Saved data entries

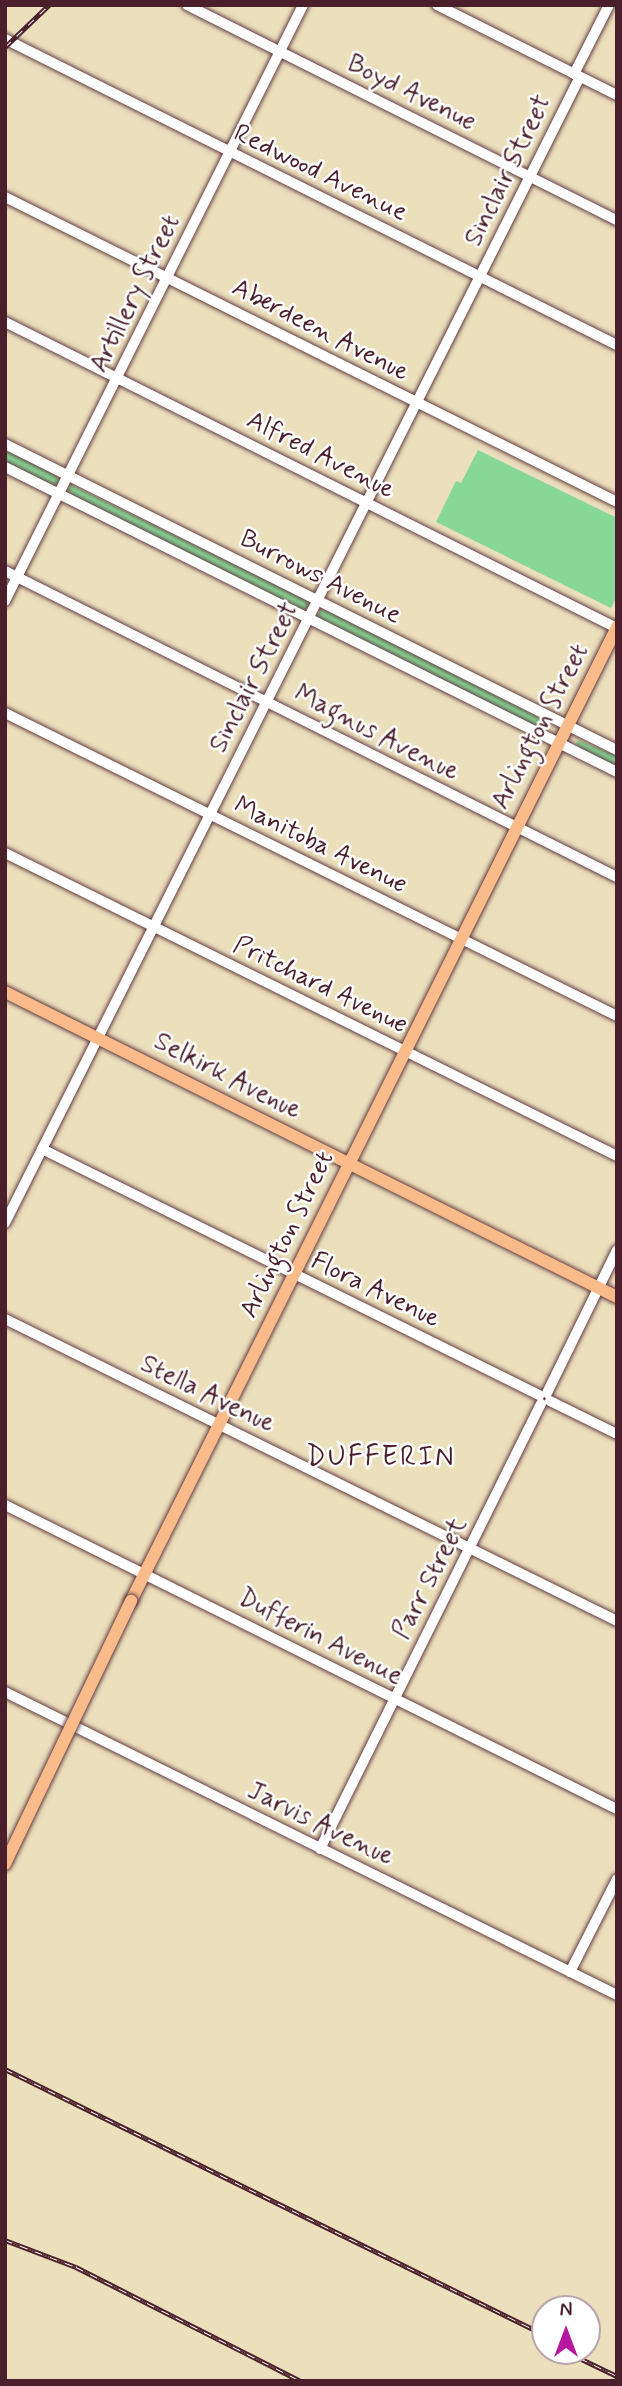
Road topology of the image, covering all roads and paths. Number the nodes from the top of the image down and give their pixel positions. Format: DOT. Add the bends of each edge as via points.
graph roads {
  1 [pos="187,5"];
  2 [pos="303,5"];
  3 [pos="437,5"];
  4 [pos="609,5"];
  5 [pos="5,39"];
  6 [pos="280,52"];
  7 [pos="577,75"];
  8 [pos="617,95"];
  9 [pos="230,152"];
  10 [pos="529,176"];
  11 [pos="5,197"];
  12 [pos="617,220"];
  13 [pos="480,276"];
  14 [pos="167,278"];
  15 [pos="5,321"];
  16 [pos="617,345"];
  17 [pos="117,377"];
  18 [pos="416,402"];
  19 [pos="5,444"];
  20 [pos="5,467"];
  21 [pos="68,475"];
  22 [pos="58,493"];
  23 [pos="617,502"];
  24 [pos="367,503"];
  25 [pos="5,571"];
  26 [pos="17,577"];
  27 [pos="317,600"];
  28 [pos="5,601"];
  29 [pos="307,620"];
  30 [pos="617,628"];
  31 [pos="266,702"];
  32 [pos="5,713"];
  33 [pos="568,725"];
  34 [pos="559,743"];
  35 [pos="617,750"];
  36 [pos="617,772"];
  37 [pos="210,814"];
  38 [pos="516,828"];
  39 [pos="5,853"];
  40 [pos="617,877"];
  41 [pos="153,928"];
  42 [pos="461,939"];
  43 [pos="5,992"];
  44 [pos="617,1016"];
  45 [pos="99,1038"];
  46 [pos="405,1051"];
  47 [pos="42,1149"];
  48 [pos="617,1156"];
  49 [pos="348,1163"];
  50 [pos="5,1223"];
  51 [pos="617,1250"];
  52 [pos="294,1275"];
  53 [pos="599,1288"];
  54 [pos="617,1297"];
  55 [pos="5,1319"];
  56 [pos="544,1398"];
  57 [pos="220,1424"];
  58 [pos="617,1434"];
  59 [pos="5,1505"];
  60 [pos="470,1548"];
  61 [pos="145,1574"];
  62 [pos="617,1621"];
  63 [pos="5,1692"];
  64 [pos="394,1699"];
  65 [pos="617,1809"];
  66 [pos="320,1849"];
  67 [pos="5,1864"];
  68 [pos="617,1879"];
  69 [pos="570,1972"];
  70 [pos="617,1995"];
  1 -- 6 [label="street, Boyd Avenue"];
  2 -- 6 [label="street, Artillery Street"];
  3 -- 7 [label="street"];
  4 -- 7 [label="street, Sinclair Street"];
  5 -- 9 [label="street, Redwood Avenue"];
  6 -- 9 [label="street, Artillery Street"];
  6 -- 10 [label="street, Boyd Avenue"];
  7 -- 8 [label="street"];
  7 -- 10 [label="street, Sinclair Street"];
  9 -- 13 [label="street, Redwood Avenue"];
  9 -- 14 [label="street, Artillery Street"];
  10 -- 12 [label="street, Boyd Avenue"];
  10 -- 13 [label="street, Sinclair Street"];
  11 -- 14 [label="street, Aberdeen Avenue"];
  13 -- 16 [label="street, Redwood Avenue"];
  13 -- 18 [label="street, Sinclair Street"];
  14 -- 17 [label="street, Artillery Street"];
  14 -- 18 [label="street, Aberdeen Avenue"];
  15 -- 17 [label="street, Alfred Avenue"];
  17 -- 21 [label="street, Artillery Street"];
  17 -- 24 [label="street, Alfred Avenue"];
  18 -- 23 [label="street, Aberdeen Avenue"];
  18 -- 24 [label="street, Sinclair Street"];
  19 -- 21 [label="street, Burrows Avenue"];
  20 -- 22 [label="street, Burrows Avenue"];
  21 -- 22 [label="street, Artillery Street"];
  21 -- 27 [label="street, Burrows Avenue"];
  22 -- 26 [label="street, Artillery Street"];
  22 -- 29 [label="street, Burrows Avenue"];
  24 -- 27 [label="street, Sinclair Street"];
  24 -- 30 [label="street, Alfred Avenue"];
  25 -- 26 [label="street, Magnus Avenue"];
  26 -- 28 [label="street, Artillery Street"];
  26 -- 31 [label="street, Magnus Avenue"];
  27 -- 29 [label="street, Sinclair Street"];
  27 -- 33 [label="street, Burrows Avenue"];
  29 -- 31 [label="street, Sinclair Street"];
  29 -- 34 [label="street, Burrows Avenue"];
  30 -- 33 [label="main road, Arlington Street"];
  31 -- 37 [label="street, Sinclair Street"];
  31 -- 38 [label="street, Magnus Avenue"];
  32 -- 37 [label="street, Manitoba Avenue"];
  33 -- 34 [label="main road, Arlington Street"];
  33 -- 35 [label="street, Burrows Avenue"];
  34 -- 36 [label="street, Burrows Avenue"];
  34 -- 38 [label="main road, Arlington Street"];
  37 -- 41 [label="street, Sinclair Street"];
  37 -- 42 [label="street, Manitoba Avenue"];
  38 -- 40 [label="street, Magnus Avenue"];
  38 -- 42 [label="main road, Arlington Street"];
  39 -- 41 [label="street, Pritchard Avenue"];
  41 -- 45 [label="street, Sinclair Street"];
  41 -- 46 [label="street, Pritchard Avenue"];
  42 -- 44 [label="street, Manitoba Avenue"];
  42 -- 46 [label="main road, Arlington Street"];
  43 -- 45 [label="main road, Selkirk Avenue"];
  45 -- 47 [label="street, Sinclair Street"];
  45 -- 49 [label="main road, Selkirk Avenue"];
  46 -- 48 [label="street, Pritchard Avenue"];
  46 -- 49 [label="main road, Arlington Street"];
  47 -- 50 [label="street, Sinclair Street"];
  47 -- 52 [label="street, Flora Avenue"];
  49 -- 52 [label="main road, Arlington Street"];
  49 -- 53 [label="main road, Selkirk Avenue"];
  51 -- 53 [label="street, Parr Street"];
  52 -- 56 [label="street, Flora Avenue"];
  52 -- 57 [label="main road, Arlington Street"];
  53 -- 54 [label="main road, Selkirk Avenue"];
  53 -- 56 [label="street, Parr Street"];
  55 -- 57 [label="street, Stella Avenue"];
  56 -- 58 [label="street, Flora Avenue"];
  56 -- 60 [label="street, Parr Street"];
  57 -- 60 [label="street, Stella Avenue"];
  57 -- 61 [label="main road, Arlington Street"];
  59 -- 61 [label="street, Dufferin Avenue"];
  60 -- 62 [label="street, Stella Avenue"];
  60 -- 64 [label="street, Parr Street"];
  61 -- 64 [label="street, Dufferin Avenue"];
  61 -- 67 [label="main road, Arlington Street, bridge"];
  63 -- 66 [label="street, Jarvis Avenue"];
  64 -- 65 [label="street, Dufferin Avenue"];
  64 -- 66 [label="street, Parr Street"];
  66 -- 69 [label="street, Jarvis Avenue"];
  68 -- 69 [label="street"];
  69 -- 70 [label="street, Jarvis Avenue"];
}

_Work required_
Go through the data above and return each line containing the string "Redwood".

_Solved exercise_
  5 -- 9 [label="street, Redwood Avenue"];
  9 -- 13 [label="street, Redwood Avenue"];
  13 -- 16 [label="street, Redwood Avenue"];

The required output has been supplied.